(Instructions for the task)
The line containing "index pip: (242, 109)" marks the start; repeat it and every following line exactly through the end of the entries.

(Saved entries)
----------
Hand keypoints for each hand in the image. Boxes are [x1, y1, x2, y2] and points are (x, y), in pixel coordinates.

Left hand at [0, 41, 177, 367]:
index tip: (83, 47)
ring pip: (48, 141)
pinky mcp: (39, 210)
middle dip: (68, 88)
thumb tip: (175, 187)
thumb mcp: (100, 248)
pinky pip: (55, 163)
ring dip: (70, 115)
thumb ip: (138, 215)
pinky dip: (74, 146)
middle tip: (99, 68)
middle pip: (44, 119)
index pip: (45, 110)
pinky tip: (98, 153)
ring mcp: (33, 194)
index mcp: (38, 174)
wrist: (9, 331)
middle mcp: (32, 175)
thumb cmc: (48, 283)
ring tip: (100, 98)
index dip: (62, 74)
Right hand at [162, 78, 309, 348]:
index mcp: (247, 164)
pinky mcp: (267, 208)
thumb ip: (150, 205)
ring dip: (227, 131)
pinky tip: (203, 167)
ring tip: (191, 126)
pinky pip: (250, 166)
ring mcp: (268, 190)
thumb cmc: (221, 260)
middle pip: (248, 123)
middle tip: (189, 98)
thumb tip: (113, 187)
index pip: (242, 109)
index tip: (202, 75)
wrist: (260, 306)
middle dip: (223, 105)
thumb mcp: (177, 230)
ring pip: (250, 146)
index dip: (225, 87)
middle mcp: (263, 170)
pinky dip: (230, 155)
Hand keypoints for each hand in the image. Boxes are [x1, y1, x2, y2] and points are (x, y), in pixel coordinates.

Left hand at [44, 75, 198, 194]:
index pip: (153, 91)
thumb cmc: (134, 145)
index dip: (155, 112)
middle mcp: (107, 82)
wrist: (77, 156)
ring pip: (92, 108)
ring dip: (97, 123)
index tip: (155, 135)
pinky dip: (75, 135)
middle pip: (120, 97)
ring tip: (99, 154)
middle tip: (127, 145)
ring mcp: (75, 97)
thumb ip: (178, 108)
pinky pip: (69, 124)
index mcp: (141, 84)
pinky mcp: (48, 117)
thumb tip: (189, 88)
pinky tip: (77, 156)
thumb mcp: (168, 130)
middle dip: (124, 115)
----------
(Task result)
index pip: (242, 109)
index tip: (202, 75)
wrist: (260, 306)
middle dip: (223, 105)
thumb mcp: (177, 230)
ring pip: (250, 146)
index dip: (225, 87)
middle mcp: (263, 170)
pinky dip: (230, 155)
Hand keypoints for each hand in the image. Boxes are [x1, y1, x2, y2] and points are (x, y), in pixel coordinates.

Left hand at [44, 75, 198, 194]:
index pip: (153, 91)
thumb cmc: (134, 145)
index dip: (155, 112)
middle mcp: (107, 82)
wrist: (77, 156)
ring pip: (92, 108)
ring dip: (97, 123)
index tip: (155, 135)
pinky dip: (75, 135)
middle pip: (120, 97)
ring tip: (99, 154)
middle tip: (127, 145)
ring mcp: (75, 97)
thumb ip: (178, 108)
pinky pip: (69, 124)
index mcp: (141, 84)
pinky mcp: (48, 117)
thumb tip: (189, 88)
pinky tip: (77, 156)
thumb mcp: (168, 130)
middle dip: (124, 115)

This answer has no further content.